/---
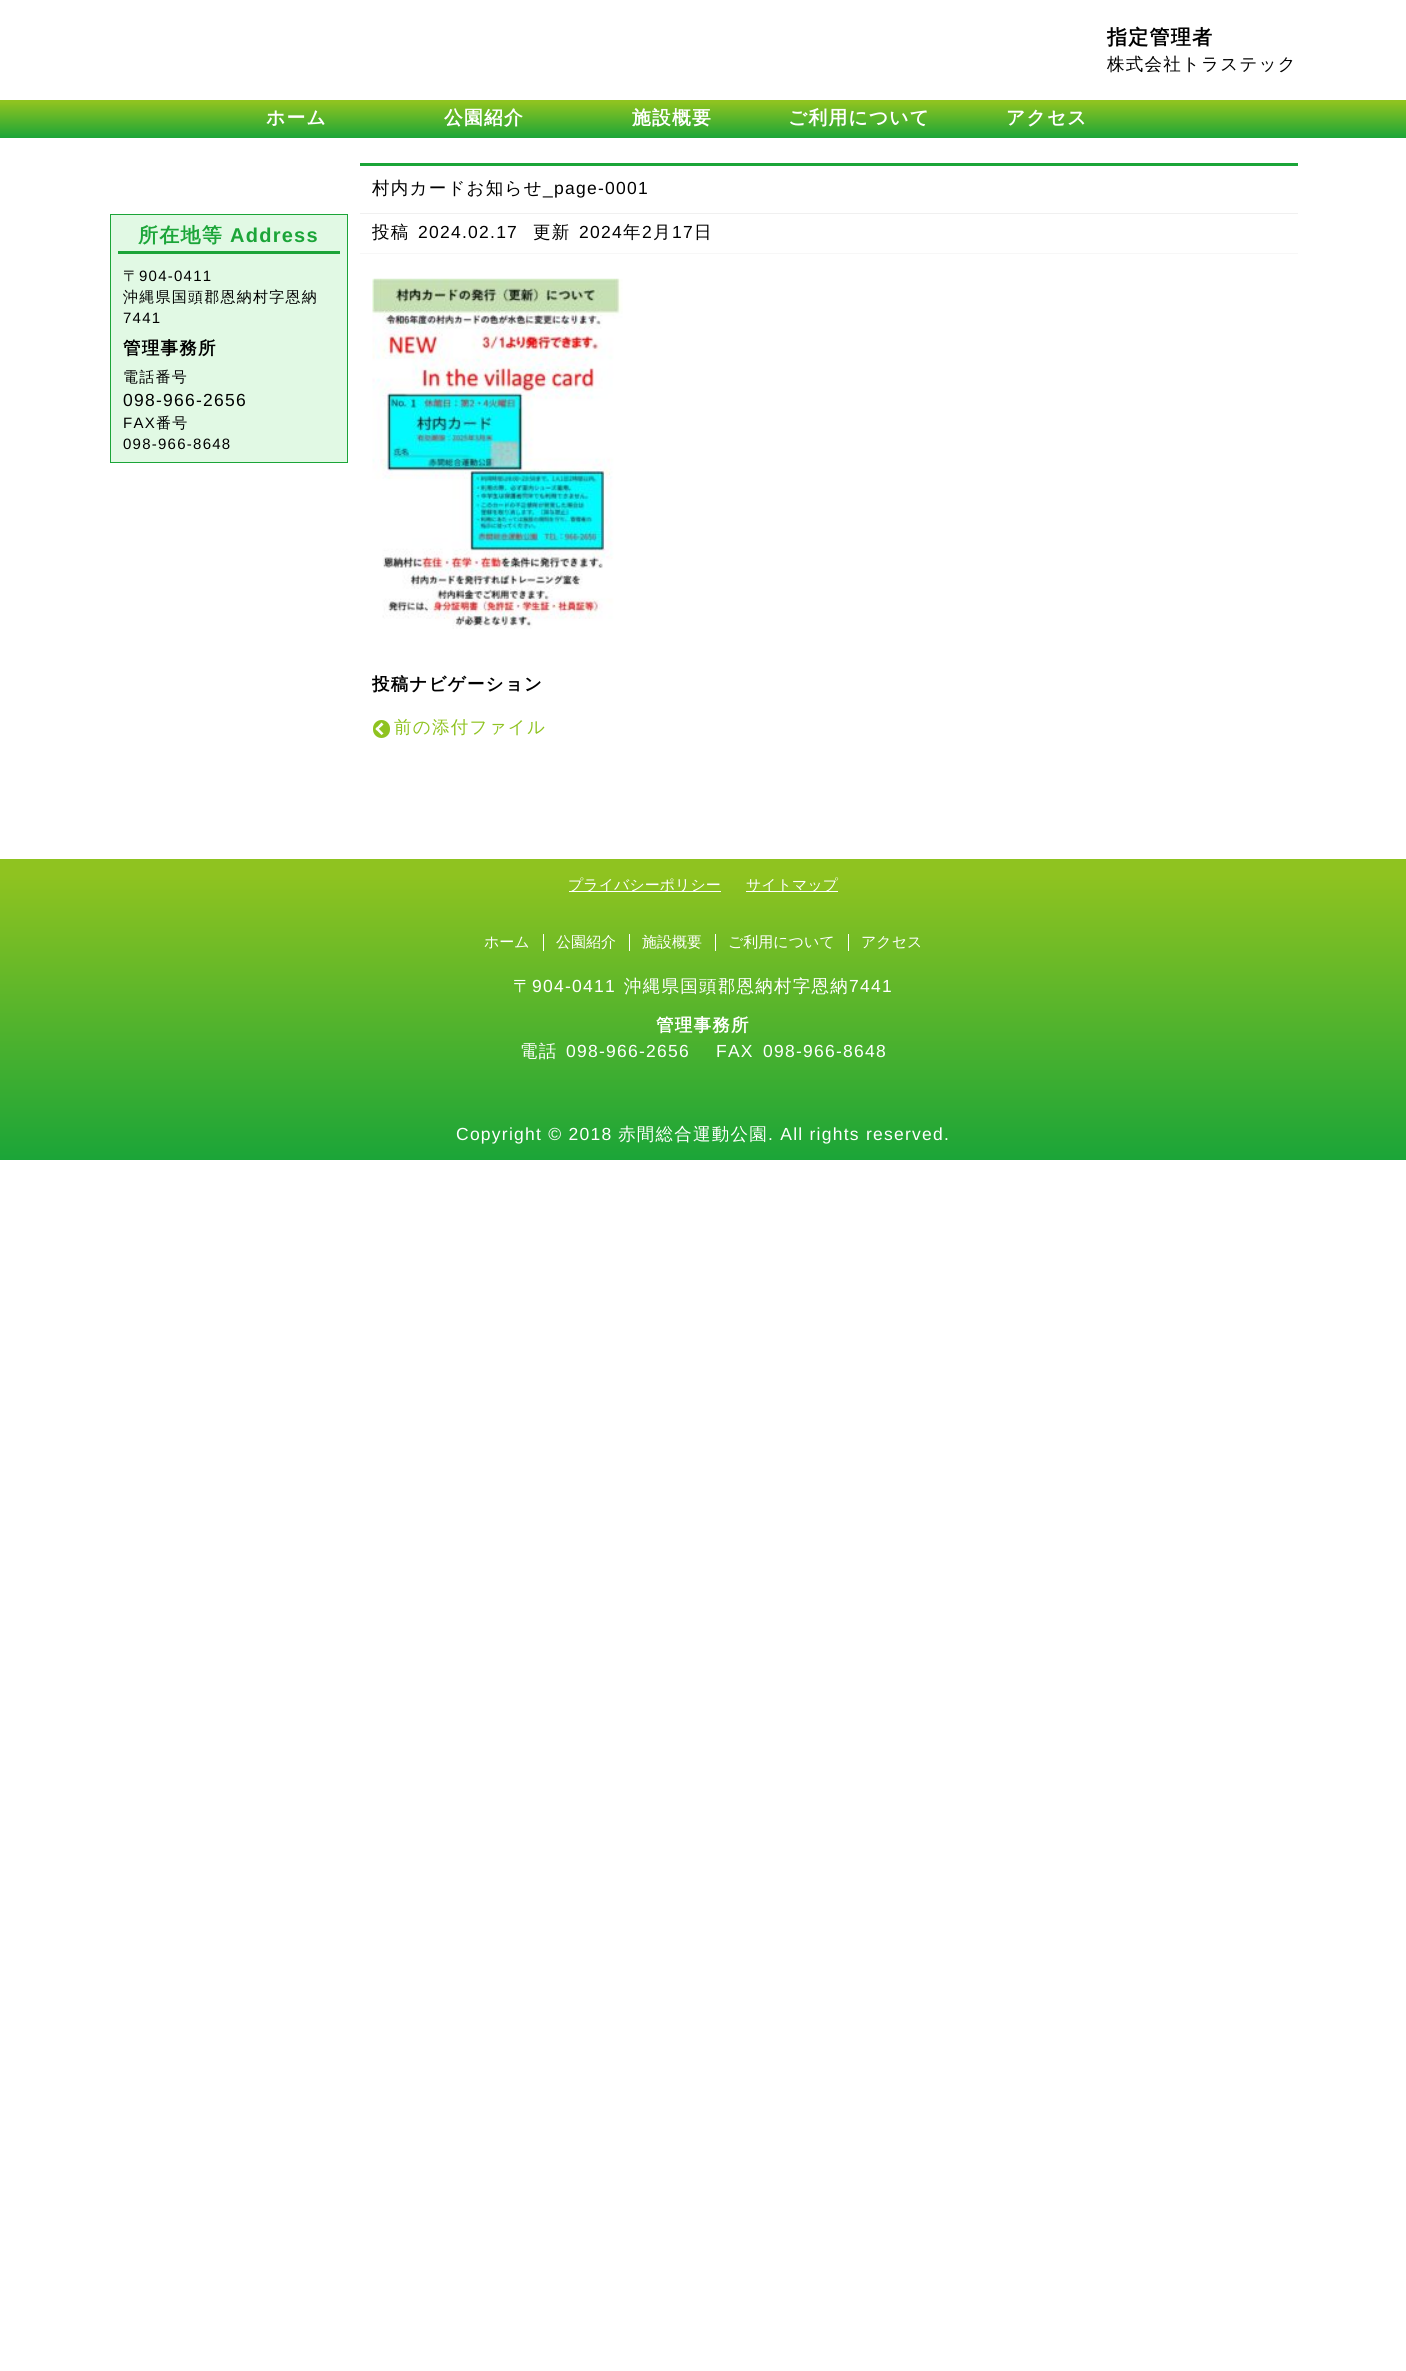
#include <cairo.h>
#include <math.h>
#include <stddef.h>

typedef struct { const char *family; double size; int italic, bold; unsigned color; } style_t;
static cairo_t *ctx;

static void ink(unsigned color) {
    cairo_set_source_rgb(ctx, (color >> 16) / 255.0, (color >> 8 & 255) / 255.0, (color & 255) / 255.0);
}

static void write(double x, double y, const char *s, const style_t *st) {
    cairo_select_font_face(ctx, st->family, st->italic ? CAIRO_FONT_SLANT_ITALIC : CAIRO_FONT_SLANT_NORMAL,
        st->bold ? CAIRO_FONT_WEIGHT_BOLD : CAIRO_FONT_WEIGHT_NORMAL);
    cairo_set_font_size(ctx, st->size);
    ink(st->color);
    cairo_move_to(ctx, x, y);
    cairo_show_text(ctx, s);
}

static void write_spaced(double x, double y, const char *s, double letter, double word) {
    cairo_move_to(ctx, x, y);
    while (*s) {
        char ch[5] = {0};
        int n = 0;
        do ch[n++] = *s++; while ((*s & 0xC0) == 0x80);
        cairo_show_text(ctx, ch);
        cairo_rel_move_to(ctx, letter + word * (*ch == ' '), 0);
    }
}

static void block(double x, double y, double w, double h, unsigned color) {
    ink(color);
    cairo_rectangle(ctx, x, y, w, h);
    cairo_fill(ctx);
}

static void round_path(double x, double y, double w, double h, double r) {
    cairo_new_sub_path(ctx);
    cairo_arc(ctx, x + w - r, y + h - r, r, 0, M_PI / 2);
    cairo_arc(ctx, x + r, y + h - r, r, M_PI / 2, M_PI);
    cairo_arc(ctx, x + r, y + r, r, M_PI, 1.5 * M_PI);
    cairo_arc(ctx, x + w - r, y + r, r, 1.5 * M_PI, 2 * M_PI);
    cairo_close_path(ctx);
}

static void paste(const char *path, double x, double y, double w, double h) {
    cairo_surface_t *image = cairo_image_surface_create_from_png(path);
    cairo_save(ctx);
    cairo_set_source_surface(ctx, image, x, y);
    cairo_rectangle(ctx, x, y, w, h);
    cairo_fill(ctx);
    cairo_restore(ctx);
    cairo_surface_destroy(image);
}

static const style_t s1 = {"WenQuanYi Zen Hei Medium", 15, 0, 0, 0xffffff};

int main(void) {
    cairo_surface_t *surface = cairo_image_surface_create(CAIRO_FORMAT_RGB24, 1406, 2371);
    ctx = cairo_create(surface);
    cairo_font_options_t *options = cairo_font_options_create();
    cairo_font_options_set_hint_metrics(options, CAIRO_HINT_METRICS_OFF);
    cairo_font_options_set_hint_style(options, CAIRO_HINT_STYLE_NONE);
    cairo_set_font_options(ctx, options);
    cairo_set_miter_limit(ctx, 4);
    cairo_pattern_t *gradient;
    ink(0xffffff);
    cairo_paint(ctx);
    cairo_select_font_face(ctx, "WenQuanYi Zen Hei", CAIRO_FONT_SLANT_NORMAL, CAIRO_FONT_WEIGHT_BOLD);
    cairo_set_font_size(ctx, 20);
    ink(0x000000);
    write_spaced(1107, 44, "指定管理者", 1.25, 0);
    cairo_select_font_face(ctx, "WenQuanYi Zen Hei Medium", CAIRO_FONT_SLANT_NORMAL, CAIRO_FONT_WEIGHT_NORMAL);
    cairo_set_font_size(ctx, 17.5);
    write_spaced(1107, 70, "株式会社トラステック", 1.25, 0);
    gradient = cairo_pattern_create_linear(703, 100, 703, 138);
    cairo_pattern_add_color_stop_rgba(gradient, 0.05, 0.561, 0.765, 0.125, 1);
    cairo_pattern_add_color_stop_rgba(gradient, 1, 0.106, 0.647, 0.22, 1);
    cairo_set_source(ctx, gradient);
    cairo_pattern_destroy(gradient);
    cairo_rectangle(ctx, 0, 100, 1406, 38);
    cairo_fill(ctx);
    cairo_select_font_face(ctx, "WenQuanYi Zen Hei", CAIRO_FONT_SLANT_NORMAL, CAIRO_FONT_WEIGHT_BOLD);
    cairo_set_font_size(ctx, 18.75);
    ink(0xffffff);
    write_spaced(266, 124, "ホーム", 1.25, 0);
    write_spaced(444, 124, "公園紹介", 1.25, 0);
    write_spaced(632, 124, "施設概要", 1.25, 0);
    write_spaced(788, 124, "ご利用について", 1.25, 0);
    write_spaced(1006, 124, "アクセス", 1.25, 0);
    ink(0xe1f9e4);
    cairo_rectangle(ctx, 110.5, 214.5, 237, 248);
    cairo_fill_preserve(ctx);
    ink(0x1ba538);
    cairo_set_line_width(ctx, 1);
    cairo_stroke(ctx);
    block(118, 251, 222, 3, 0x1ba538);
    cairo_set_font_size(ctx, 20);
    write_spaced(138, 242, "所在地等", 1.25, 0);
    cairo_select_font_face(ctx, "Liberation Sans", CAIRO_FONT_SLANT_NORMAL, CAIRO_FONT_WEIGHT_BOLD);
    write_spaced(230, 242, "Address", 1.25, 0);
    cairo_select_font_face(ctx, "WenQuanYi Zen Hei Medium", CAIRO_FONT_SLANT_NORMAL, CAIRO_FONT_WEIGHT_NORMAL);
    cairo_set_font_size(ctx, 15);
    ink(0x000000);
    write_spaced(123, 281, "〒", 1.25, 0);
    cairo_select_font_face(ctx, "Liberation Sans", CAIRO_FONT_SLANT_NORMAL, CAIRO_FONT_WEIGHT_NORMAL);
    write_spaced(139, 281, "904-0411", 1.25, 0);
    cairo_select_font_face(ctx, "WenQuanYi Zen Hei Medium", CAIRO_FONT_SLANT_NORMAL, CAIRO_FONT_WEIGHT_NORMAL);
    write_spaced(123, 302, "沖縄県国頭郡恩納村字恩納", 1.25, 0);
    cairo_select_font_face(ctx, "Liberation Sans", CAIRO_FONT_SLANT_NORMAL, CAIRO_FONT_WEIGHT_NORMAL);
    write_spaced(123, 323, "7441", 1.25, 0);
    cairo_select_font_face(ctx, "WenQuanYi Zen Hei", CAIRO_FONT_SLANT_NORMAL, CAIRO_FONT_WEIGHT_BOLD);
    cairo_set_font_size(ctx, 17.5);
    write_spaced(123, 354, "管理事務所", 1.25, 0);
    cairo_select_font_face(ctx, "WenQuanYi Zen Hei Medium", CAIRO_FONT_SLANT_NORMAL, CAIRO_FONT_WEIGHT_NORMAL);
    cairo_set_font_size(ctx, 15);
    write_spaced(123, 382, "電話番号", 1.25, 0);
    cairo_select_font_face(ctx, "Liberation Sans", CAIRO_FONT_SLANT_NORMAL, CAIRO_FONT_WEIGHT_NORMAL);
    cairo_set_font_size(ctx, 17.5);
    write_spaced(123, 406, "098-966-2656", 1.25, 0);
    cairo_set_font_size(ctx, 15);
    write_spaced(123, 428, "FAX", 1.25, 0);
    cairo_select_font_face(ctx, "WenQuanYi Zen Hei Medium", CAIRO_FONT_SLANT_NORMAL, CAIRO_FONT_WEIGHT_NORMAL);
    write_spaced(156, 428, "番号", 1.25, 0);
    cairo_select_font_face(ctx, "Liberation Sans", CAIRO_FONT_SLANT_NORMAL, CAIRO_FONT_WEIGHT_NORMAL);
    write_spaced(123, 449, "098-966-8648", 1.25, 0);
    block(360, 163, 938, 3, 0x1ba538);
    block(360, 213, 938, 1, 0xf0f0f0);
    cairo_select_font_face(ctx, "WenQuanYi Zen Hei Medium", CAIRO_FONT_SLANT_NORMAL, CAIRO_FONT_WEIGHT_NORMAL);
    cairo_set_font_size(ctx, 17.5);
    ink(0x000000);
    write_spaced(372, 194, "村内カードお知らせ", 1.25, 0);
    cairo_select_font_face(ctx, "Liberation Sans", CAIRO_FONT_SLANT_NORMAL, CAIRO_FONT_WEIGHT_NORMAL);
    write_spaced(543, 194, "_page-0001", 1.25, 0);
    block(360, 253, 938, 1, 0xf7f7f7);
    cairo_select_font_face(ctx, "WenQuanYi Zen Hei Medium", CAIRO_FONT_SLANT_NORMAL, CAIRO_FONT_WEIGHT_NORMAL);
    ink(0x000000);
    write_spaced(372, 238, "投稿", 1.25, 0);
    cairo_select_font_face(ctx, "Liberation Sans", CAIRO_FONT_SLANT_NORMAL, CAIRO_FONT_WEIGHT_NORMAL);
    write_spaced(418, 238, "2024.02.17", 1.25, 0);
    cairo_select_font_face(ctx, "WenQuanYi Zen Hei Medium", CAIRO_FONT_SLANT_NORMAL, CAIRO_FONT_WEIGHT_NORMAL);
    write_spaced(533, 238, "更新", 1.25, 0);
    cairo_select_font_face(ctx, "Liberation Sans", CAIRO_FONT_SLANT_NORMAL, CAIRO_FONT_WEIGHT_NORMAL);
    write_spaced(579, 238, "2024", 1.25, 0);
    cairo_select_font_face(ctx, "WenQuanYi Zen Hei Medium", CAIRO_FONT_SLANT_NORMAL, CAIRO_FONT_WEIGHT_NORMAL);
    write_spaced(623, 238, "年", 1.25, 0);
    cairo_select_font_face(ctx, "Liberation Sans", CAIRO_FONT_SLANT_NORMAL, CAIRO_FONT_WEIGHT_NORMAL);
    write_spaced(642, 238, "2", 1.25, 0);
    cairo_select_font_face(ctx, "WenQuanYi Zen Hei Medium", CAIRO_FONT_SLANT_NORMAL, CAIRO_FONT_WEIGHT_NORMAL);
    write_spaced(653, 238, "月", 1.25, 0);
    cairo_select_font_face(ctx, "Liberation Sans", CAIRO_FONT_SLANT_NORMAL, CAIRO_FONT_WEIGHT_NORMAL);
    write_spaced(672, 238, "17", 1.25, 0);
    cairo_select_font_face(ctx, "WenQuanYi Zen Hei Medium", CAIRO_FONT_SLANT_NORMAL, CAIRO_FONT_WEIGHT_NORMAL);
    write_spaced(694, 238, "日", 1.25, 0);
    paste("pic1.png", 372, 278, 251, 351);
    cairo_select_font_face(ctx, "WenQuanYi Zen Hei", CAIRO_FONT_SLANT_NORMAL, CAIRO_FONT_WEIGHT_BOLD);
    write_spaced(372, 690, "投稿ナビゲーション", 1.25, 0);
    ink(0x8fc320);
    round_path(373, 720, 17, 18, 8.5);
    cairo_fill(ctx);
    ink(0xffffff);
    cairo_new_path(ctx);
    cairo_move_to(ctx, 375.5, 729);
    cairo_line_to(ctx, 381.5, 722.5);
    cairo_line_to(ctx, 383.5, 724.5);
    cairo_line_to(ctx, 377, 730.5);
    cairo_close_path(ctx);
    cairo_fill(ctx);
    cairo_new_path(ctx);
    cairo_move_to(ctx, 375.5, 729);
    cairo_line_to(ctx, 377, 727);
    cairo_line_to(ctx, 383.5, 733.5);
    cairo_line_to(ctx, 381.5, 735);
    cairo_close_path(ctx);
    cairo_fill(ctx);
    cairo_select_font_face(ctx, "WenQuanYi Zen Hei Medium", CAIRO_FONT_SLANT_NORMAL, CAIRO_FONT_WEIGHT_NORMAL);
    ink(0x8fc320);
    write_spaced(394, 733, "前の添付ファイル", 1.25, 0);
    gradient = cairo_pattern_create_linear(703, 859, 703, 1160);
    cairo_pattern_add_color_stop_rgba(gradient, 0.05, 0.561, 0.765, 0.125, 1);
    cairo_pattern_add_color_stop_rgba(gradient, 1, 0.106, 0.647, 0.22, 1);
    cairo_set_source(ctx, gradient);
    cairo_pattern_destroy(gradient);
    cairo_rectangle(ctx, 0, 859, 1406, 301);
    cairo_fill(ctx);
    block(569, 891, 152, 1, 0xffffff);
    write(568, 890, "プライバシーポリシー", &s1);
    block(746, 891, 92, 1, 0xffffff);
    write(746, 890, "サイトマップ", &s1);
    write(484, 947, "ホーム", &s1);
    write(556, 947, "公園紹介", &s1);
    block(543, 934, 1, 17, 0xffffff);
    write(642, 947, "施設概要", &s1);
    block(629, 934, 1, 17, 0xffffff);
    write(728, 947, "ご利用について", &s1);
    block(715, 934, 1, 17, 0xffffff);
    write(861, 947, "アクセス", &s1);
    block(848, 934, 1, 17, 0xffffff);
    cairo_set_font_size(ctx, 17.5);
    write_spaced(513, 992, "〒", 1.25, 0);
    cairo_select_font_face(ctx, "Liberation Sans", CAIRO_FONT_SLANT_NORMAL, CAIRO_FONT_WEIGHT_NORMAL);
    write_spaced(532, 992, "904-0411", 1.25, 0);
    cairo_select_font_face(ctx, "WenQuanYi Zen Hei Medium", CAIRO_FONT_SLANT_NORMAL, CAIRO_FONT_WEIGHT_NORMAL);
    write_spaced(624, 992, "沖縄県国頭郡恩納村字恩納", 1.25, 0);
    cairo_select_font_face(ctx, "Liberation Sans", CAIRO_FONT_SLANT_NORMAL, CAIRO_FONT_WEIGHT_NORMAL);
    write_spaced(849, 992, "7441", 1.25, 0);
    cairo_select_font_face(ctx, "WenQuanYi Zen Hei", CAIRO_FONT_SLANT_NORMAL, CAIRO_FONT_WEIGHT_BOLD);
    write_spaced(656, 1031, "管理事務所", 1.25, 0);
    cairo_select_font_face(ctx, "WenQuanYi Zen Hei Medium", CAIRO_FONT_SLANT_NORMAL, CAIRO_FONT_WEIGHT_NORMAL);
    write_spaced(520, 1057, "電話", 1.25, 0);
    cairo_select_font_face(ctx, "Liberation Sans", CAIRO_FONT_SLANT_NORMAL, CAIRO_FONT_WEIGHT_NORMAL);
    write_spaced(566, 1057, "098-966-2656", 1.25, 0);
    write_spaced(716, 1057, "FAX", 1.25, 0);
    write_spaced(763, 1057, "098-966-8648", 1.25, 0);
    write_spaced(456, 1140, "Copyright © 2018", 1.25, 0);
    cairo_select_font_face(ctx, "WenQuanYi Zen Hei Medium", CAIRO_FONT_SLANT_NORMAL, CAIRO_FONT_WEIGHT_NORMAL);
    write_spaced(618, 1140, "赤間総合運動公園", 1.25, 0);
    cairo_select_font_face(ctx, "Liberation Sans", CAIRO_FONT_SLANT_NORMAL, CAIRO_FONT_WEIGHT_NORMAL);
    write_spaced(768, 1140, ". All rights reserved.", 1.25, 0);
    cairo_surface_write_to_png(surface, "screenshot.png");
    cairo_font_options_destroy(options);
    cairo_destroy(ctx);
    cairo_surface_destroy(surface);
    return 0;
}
\---
▶ Exercise objective:
Repeat the lines exactly as they stand, from the opening line of the data through the line with "static void ink(unsigned". Pictures stay out of the copy.

▶ Answer to this task:
#include <cairo.h>
#include <math.h>
#include <stddef.h>

typedef struct { const char *family; double size; int italic, bold; unsigned color; } style_t;
static cairo_t *ctx;

static void ink(unsigned color) {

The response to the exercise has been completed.